__GOAL OF THE EXERCISE__
Skip all pictures. Write out the data below from its first line through the line that contains "filter:drop-shadow(1px 0 #856d7b)".
** Opening MATERIAL FOR THE TASK block **
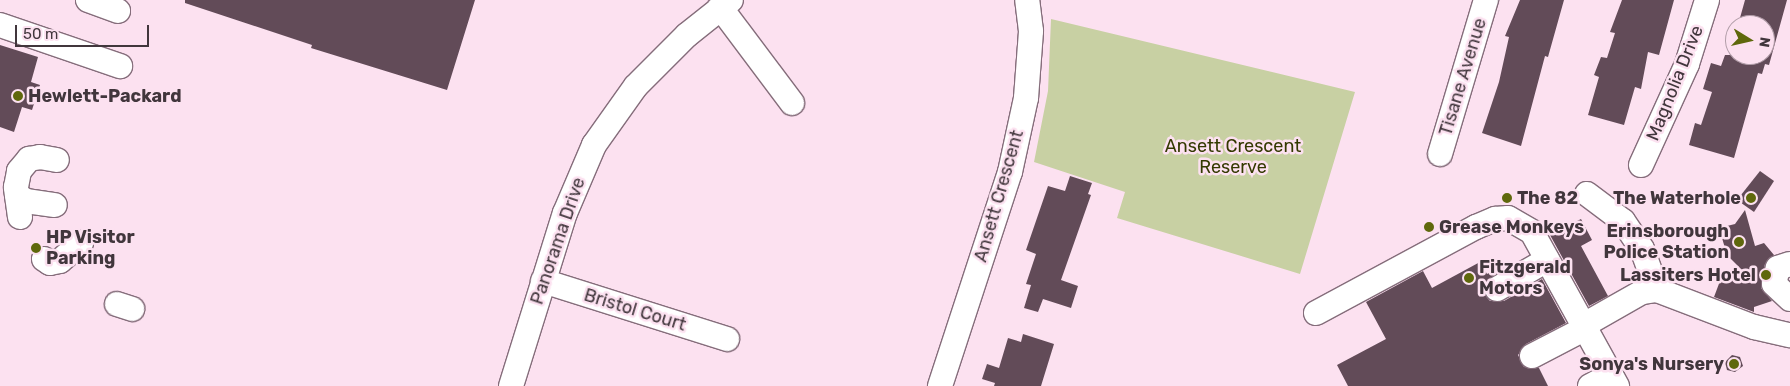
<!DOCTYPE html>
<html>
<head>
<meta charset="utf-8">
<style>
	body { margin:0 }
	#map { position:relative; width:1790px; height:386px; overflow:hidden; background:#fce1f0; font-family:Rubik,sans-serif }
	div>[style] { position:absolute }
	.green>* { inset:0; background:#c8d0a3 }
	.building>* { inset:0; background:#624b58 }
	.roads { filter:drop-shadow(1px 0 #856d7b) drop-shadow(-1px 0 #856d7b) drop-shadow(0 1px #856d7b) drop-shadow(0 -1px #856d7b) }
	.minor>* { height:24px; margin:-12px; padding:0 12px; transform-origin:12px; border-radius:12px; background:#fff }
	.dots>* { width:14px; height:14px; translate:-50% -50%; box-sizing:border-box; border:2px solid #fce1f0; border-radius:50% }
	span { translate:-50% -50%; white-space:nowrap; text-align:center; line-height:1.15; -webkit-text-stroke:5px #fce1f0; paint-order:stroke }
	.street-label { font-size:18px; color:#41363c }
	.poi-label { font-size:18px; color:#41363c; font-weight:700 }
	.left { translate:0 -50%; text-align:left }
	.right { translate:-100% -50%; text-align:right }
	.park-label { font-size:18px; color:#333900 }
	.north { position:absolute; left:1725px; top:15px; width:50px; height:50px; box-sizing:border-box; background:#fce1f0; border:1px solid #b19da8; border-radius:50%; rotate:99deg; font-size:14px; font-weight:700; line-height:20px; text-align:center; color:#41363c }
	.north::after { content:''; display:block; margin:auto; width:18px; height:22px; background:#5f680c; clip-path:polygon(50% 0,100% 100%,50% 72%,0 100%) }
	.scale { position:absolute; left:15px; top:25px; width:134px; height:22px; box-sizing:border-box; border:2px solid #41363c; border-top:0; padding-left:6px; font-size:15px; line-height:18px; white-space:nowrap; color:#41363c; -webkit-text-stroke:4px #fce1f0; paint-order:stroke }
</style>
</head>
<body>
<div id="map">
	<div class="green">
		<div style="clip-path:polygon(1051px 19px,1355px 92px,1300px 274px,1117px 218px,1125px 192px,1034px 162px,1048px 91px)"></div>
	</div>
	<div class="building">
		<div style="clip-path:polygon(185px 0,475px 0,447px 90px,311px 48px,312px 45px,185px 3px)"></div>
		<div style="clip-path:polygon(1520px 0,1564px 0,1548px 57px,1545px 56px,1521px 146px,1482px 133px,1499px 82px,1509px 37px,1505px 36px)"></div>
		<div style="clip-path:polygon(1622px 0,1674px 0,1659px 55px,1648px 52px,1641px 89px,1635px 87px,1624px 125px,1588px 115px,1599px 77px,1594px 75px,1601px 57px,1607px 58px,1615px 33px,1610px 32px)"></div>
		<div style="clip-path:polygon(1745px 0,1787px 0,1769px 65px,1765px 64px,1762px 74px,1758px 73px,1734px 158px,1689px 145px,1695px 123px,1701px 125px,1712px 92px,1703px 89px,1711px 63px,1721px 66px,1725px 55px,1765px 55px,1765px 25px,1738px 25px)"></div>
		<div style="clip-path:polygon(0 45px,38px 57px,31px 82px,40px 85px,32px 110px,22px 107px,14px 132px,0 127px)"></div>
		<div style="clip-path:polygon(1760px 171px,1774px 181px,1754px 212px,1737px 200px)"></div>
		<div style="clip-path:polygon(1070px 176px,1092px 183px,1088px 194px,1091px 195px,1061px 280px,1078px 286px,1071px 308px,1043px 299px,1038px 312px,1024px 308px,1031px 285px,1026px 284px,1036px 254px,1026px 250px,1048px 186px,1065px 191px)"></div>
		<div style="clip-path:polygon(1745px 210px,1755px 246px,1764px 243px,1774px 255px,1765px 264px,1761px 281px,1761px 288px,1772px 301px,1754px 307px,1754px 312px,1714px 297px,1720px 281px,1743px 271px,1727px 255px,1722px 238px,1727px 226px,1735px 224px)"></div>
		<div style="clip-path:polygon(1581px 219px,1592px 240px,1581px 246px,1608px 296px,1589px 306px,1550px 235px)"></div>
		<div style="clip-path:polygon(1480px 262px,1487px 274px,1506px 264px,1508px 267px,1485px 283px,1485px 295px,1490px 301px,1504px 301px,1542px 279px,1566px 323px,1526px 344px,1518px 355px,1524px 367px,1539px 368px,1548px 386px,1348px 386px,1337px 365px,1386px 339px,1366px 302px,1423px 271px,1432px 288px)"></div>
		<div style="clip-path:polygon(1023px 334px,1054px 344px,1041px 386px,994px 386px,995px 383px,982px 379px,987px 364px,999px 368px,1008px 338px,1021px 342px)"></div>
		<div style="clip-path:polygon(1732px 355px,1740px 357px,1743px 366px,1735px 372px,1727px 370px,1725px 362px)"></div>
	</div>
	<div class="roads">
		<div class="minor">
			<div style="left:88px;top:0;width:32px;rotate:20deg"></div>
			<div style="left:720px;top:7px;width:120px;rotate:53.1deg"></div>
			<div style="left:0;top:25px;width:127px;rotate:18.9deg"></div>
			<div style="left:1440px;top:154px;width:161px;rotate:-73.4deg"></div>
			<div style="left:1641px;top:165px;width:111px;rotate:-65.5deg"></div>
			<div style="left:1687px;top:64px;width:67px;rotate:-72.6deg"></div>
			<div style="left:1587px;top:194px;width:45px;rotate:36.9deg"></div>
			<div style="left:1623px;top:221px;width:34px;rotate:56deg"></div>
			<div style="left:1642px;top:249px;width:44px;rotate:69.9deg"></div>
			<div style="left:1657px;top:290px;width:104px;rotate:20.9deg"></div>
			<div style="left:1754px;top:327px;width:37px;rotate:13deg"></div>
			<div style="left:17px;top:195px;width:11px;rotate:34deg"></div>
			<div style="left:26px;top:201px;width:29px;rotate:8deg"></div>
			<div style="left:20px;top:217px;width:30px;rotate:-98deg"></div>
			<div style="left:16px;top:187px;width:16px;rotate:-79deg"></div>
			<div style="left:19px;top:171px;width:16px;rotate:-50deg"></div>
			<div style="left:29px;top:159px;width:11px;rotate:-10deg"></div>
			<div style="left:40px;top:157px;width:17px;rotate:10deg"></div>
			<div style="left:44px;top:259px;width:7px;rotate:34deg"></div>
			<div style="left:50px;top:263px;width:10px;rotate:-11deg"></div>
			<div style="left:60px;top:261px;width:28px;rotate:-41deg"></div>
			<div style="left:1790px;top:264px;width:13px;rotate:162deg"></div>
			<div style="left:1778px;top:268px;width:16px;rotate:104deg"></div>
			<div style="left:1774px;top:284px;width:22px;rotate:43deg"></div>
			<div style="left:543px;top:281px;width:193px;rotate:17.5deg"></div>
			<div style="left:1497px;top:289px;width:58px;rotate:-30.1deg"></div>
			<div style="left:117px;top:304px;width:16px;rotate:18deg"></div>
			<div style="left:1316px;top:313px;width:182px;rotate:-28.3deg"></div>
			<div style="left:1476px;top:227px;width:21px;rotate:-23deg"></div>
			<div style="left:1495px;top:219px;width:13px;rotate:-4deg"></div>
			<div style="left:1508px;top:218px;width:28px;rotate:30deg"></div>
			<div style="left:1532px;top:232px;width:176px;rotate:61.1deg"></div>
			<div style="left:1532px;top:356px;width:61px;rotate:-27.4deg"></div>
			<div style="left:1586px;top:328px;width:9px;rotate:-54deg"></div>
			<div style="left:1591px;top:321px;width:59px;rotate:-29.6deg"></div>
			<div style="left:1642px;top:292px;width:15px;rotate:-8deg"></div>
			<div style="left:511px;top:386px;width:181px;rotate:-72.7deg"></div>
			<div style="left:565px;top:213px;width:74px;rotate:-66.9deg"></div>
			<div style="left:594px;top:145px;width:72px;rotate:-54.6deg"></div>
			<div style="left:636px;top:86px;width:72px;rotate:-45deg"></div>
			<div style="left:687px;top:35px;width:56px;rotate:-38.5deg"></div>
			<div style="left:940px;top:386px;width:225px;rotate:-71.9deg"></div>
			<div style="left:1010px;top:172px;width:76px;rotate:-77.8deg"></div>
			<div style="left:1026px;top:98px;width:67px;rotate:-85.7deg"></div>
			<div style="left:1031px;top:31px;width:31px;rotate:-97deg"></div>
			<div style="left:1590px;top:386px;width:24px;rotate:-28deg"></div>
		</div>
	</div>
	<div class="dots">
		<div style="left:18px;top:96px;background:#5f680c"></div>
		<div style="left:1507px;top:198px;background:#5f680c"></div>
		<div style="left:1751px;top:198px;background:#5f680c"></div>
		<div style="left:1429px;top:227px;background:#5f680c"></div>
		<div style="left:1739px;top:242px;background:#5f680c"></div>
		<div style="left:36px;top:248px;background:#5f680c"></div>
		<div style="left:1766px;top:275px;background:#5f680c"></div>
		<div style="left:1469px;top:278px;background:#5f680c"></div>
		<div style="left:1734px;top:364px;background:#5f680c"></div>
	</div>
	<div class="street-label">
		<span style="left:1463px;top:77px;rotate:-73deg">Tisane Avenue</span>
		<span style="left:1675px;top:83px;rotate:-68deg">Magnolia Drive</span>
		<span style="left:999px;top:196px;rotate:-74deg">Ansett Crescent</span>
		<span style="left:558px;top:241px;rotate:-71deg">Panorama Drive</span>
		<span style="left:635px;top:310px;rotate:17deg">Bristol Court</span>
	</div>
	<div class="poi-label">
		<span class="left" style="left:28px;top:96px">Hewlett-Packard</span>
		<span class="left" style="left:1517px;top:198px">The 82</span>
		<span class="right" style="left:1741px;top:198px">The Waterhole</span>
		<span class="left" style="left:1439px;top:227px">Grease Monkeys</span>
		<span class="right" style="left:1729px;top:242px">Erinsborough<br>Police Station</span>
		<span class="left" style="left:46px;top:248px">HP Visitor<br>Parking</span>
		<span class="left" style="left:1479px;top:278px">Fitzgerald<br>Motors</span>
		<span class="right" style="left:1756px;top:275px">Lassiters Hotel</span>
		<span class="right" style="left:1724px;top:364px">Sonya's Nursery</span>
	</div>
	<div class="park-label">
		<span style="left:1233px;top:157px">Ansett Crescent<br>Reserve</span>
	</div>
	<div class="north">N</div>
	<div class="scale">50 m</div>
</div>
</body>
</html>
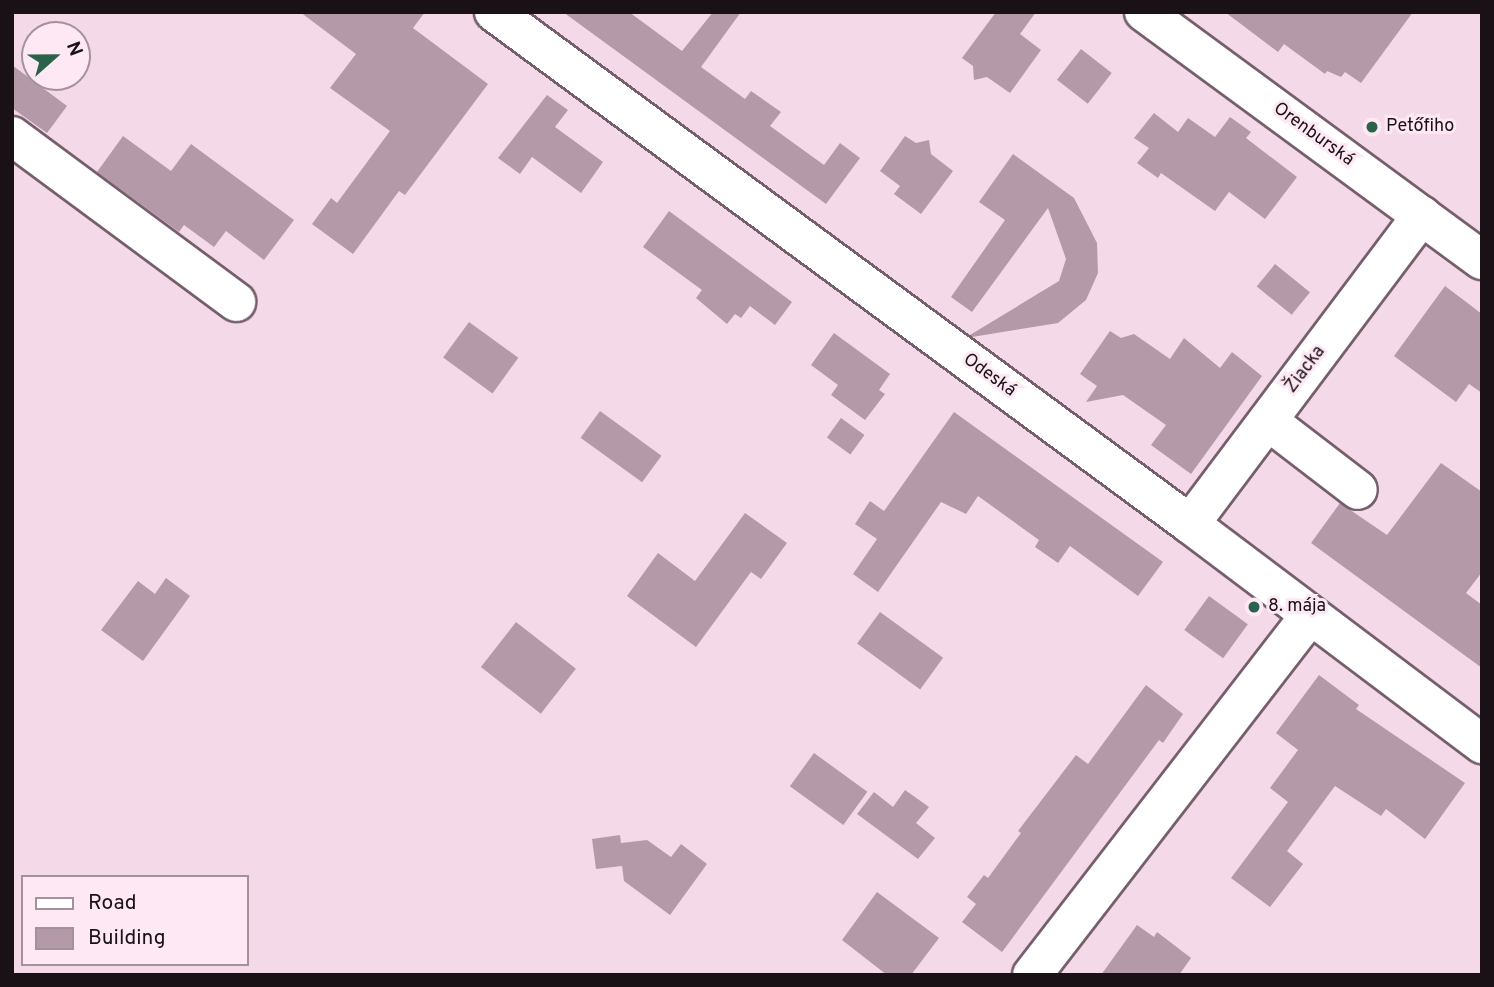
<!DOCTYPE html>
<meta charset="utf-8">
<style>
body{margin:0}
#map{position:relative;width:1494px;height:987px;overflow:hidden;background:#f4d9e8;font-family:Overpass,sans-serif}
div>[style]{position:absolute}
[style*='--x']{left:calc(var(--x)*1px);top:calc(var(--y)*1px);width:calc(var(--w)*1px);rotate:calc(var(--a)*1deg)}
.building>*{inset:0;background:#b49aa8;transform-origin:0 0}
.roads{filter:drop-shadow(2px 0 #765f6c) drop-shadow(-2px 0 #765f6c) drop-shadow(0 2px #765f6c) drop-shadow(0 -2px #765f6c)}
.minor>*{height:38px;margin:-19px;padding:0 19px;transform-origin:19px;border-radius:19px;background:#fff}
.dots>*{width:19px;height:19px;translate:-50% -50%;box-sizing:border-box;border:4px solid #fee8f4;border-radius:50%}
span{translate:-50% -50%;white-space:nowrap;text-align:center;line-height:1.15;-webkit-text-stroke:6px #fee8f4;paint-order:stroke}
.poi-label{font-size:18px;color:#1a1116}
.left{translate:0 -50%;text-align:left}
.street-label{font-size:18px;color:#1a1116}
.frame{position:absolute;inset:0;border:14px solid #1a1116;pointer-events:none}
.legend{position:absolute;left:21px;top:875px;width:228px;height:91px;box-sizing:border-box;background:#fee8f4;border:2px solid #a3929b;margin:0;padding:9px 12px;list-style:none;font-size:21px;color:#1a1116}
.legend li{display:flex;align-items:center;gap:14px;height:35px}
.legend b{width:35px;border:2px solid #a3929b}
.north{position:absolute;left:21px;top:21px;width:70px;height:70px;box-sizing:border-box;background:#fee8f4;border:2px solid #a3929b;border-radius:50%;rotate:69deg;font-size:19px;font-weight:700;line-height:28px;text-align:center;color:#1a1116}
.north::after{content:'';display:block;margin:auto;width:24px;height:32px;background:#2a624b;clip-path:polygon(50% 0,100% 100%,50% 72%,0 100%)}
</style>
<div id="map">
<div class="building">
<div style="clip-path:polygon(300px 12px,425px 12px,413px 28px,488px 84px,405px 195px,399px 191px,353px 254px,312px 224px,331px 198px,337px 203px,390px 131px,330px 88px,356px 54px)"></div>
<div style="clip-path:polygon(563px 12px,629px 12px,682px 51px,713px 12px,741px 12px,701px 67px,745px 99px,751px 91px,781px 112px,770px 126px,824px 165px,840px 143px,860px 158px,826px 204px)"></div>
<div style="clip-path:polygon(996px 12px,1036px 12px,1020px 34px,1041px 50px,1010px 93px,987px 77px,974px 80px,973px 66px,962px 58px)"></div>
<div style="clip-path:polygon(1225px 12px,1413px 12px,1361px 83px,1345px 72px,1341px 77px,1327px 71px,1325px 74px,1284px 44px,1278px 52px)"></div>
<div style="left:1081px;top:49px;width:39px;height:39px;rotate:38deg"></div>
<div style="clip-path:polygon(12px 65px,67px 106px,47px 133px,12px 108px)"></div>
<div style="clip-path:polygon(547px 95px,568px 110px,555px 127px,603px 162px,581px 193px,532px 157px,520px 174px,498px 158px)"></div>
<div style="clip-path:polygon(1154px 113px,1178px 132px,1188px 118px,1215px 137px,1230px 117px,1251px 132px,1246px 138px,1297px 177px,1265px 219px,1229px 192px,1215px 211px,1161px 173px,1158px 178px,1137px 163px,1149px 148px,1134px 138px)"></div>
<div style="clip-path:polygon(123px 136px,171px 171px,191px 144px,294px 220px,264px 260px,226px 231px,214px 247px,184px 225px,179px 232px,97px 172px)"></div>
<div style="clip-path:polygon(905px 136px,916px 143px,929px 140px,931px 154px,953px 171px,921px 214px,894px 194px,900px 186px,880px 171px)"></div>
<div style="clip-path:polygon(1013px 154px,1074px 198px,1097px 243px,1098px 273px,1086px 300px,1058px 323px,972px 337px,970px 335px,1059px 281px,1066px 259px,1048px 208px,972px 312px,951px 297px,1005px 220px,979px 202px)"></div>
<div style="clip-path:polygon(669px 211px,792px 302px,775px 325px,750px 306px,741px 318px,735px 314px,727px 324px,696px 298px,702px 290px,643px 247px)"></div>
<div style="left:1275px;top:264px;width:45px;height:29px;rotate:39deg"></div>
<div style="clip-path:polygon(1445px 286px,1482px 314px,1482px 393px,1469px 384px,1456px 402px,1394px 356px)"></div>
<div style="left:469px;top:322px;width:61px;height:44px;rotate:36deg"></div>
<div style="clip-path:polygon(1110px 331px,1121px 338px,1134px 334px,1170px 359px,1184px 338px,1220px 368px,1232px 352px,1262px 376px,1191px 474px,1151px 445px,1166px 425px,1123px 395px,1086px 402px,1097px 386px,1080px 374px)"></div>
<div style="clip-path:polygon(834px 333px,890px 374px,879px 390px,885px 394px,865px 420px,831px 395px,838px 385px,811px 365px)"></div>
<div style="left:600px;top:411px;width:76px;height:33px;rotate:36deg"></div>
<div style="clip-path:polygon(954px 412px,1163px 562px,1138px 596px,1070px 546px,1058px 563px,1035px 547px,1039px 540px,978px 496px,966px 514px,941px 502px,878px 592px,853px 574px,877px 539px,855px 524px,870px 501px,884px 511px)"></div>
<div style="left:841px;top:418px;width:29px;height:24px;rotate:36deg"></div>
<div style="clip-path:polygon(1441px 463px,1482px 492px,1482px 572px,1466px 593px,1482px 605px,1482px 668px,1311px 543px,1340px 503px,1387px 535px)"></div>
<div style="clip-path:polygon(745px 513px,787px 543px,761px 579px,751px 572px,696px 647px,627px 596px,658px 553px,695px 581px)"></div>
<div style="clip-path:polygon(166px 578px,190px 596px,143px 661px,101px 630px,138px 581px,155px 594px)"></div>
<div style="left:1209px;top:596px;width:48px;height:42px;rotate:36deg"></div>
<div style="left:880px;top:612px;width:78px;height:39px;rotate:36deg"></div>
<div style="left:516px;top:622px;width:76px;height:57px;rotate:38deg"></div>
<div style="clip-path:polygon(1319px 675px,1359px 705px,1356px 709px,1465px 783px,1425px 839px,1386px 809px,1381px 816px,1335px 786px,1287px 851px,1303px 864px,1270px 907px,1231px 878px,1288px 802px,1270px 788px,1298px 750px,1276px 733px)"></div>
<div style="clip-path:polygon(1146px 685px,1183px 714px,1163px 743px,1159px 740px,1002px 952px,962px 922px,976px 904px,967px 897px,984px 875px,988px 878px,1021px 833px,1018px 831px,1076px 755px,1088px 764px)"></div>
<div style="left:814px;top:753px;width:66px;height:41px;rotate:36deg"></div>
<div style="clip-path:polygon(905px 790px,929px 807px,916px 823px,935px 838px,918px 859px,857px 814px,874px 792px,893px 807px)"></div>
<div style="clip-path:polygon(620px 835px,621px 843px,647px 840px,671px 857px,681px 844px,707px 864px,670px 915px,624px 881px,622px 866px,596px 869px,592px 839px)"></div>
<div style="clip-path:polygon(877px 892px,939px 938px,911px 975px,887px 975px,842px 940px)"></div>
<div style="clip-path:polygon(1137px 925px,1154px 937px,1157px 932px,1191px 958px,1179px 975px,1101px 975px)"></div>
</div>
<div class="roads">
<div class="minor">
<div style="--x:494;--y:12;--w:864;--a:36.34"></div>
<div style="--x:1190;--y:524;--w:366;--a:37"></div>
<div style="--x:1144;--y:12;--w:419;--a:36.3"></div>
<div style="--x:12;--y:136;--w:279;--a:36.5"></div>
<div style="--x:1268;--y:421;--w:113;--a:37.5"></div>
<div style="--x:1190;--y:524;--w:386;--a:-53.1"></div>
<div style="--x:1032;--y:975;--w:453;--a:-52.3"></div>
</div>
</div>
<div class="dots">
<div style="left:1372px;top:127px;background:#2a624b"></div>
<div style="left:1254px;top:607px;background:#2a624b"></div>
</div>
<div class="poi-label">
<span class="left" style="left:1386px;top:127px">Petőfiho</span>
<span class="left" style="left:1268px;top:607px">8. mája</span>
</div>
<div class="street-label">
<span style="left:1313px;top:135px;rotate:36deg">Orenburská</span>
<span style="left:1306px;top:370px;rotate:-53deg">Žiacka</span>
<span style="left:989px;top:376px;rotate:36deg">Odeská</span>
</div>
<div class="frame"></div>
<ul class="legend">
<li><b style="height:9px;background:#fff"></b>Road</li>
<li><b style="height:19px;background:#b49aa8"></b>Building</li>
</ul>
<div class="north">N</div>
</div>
** Closing MATERIAL FOR THE TASK block **
__SOLVED PROBLEM__
<!DOCTYPE html>
<html>
<head>
<meta charset="utf-8">
<style>
	body { margin:0 }
	#map { position:relative; width:1790px; height:386px; overflow:hidden; background:#fce1f0; font-family:Rubik,sans-serif }
	div>[style] { position:absolute }
	.green>* { inset:0; background:#c8d0a3 }
	.building>* { inset:0; background:#624b58 }
	.roads { filter:drop-shadow(1px 0 #856d7b) drop-shadow(-1px 0 #856d7b) drop-shadow(0 1px #856d7b) drop-shadow(0 -1px #856d7b) }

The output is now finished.